→ Work request
Every record below is to be reproduced exactly.
Segment Start: Provided records
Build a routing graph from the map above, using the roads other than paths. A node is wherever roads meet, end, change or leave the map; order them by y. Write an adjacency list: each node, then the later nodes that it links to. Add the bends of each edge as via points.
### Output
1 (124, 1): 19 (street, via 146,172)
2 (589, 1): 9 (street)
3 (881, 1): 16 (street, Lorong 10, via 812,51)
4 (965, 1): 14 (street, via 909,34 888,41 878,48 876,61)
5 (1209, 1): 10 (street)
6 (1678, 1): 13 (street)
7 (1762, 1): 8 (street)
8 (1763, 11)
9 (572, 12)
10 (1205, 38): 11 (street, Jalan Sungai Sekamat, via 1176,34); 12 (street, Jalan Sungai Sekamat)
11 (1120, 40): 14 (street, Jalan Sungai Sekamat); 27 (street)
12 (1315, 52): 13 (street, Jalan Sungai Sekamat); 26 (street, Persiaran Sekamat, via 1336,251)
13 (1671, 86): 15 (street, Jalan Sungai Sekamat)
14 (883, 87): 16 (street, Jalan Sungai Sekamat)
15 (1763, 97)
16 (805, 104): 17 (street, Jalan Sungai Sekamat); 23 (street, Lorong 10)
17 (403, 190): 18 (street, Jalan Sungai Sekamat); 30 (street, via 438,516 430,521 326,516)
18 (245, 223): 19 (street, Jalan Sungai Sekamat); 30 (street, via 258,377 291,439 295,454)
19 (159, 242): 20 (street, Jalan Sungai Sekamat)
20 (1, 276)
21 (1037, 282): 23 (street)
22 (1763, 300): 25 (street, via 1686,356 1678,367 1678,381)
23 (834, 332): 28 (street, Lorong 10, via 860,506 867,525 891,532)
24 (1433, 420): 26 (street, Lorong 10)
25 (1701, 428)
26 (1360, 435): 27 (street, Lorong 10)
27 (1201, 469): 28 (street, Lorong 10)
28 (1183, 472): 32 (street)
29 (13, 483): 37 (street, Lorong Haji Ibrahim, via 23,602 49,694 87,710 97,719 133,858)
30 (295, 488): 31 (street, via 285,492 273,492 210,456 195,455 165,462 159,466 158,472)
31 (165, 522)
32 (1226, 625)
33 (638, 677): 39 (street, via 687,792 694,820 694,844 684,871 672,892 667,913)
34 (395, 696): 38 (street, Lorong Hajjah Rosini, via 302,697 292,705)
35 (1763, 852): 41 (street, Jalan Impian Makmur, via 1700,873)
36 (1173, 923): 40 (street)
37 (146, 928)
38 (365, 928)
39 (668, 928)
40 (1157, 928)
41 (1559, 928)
Segment End: Provided records
→ Response box
Build a routing graph from the map above, using the roads other than paths. A node is wherever roads meet, end, change or leave the map; order them by y. Write an adjacency list: each node, then the later nodes that it links to. Add the bends of each edge as via points.
### Output
1 (124, 1): 19 (street, via 146,172)
2 (589, 1): 9 (street)
3 (881, 1): 16 (street, Lorong 10, via 812,51)
4 (965, 1): 14 (street, via 909,34 888,41 878,48 876,61)
5 (1209, 1): 10 (street)
6 (1678, 1): 13 (street)
7 (1762, 1): 8 (street)
8 (1763, 11)
9 (572, 12)
10 (1205, 38): 11 (street, Jalan Sungai Sekamat, via 1176,34); 12 (street, Jalan Sungai Sekamat)
11 (1120, 40): 14 (street, Jalan Sungai Sekamat); 27 (street)
12 (1315, 52): 13 (street, Jalan Sungai Sekamat); 26 (street, Persiaran Sekamat, via 1336,251)
13 (1671, 86): 15 (street, Jalan Sungai Sekamat)
14 (883, 87): 16 (street, Jalan Sungai Sekamat)
15 (1763, 97)
16 (805, 104): 17 (street, Jalan Sungai Sekamat); 23 (street, Lorong 10)
17 (403, 190): 18 (street, Jalan Sungai Sekamat); 30 (street, via 438,516 430,521 326,516)
18 (245, 223): 19 (street, Jalan Sungai Sekamat); 30 (street, via 258,377 291,439 295,454)
19 (159, 242): 20 (street, Jalan Sungai Sekamat)
20 (1, 276)
21 (1037, 282): 23 (street)
22 (1763, 300): 25 (street, via 1686,356 1678,367 1678,381)
23 (834, 332): 28 (street, Lorong 10, via 860,506 867,525 891,532)
24 (1433, 420): 26 (street, Lorong 10)
25 (1701, 428)
26 (1360, 435): 27 (street, Lorong 10)
27 (1201, 469): 28 (street, Lorong 10)
28 (1183, 472): 32 (street)
29 (13, 483): 37 (street, Lorong Haji Ibrahim, via 23,602 49,694 87,710 97,719 133,858)
30 (295, 488): 31 (street, via 285,492 273,492 210,456 195,455 165,462 159,466 158,472)
31 (165, 522)
32 (1226, 625)
33 (638, 677): 39 (street, via 687,792 694,820 694,844 684,871 672,892 667,913)
34 (395, 696): 38 (street, Lorong Hajjah Rosini, via 302,697 292,705)
35 (1763, 852): 41 (street, Jalan Impian Makmur, via 1700,873)
36 (1173, 923): 40 (street)
37 (146, 928)
38 (365, 928)
39 (668, 928)
40 (1157, 928)
41 (1559, 928)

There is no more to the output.